Brooks is investing in digital capability, AI and product innovation, and absorbing acquisition and integration costs.
On the positive side, organisational restructuring is expected to deliver annualised savings equivalent to £3 million, and Brooks Financial integration has already realised over £1 million of annualised cost synergies with 98% client retention. If they maintain cost discipline, those benefits should come through more visibly in H2 and FY 2027.
Cash resources and liquid assets fell to £27.0 million (30 June 2025: £53.8 million), reflecting the final FY 2025 dividend (£7.9 million), the tail end of the £10.0 million buyback (£3.0 million in H1), strategic transformation and restructuring (£5.2 million), capital expenditure (£9.3 million, mainly the head office move), and acquisition earn-outs and integration (£6.5 million).

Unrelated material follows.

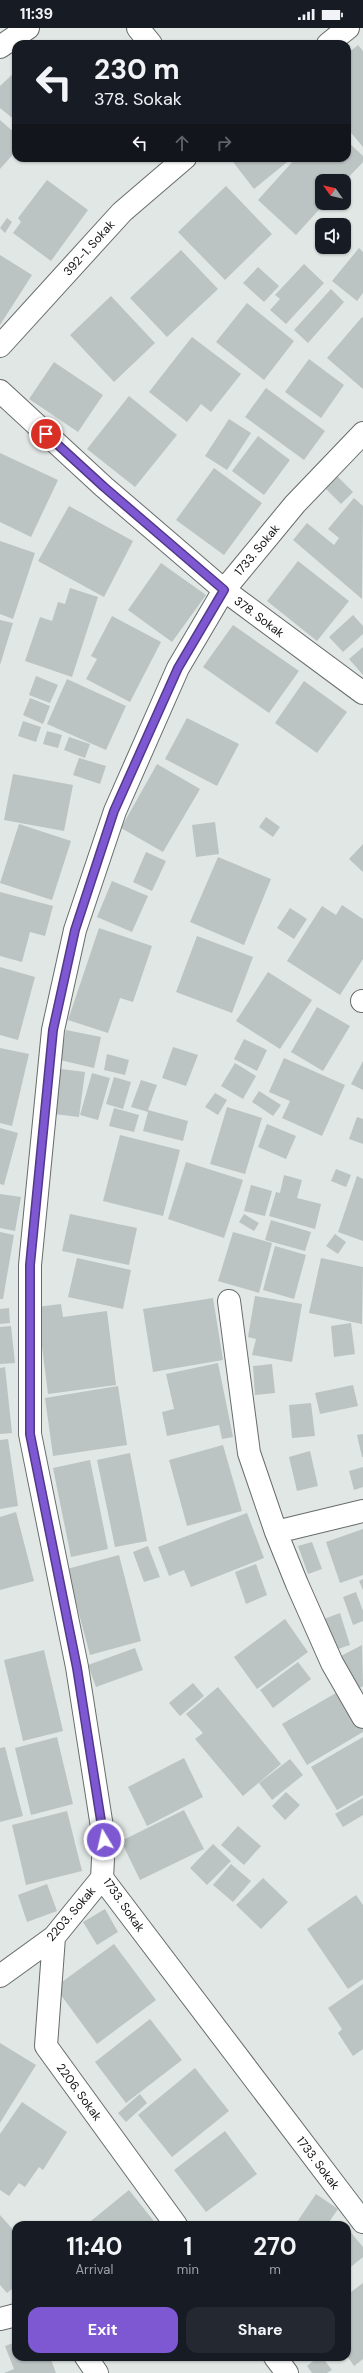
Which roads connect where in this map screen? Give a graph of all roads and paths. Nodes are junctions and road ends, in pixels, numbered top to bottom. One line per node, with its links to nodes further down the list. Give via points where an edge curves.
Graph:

Excess capital after the internal buffer was £12.0 million at 31 December 2025 (before the interim dividend), down from £15.6 million. The Board still lifted the interim dividend 3% to 31.0p per share, payable on 10 April 2026 to shareholders on the register at 13 March 2026.
My take: the cash and capital moves are deliberate and tied to the growth plan. H2 investment is expected to be lower than H1 following the office move. Watch the cash rebuild and any further M&A earn-outs.
The investment engine room is clearly humming. The near-term trade-off is lower margin; the prize is better growth capacity and operating leverage over time.
Management expects H1 revenue trends to continue into H2, with H2 costs (before any FSCS levy) broadly in line with H1. Full-year 2026 performance is guided to be in line with market expectations. Medium-term targets are reiterated: annualised net flows of +5% and business-as-usual cost growth of under 5%.
Overall, this is a credible step forward. The shift to advice-led, platform-friendly distribution is working, investment performance is supporting asset growth, and the flow trend has turned. The next test is converting today’s investment and integration work into sustained net inflows and improving margins through H2 and into FY 2027. If they can keep Platform MPS growing, keep chipping away at BPS outflows, and hold the cost line, the equity story gets more compelling.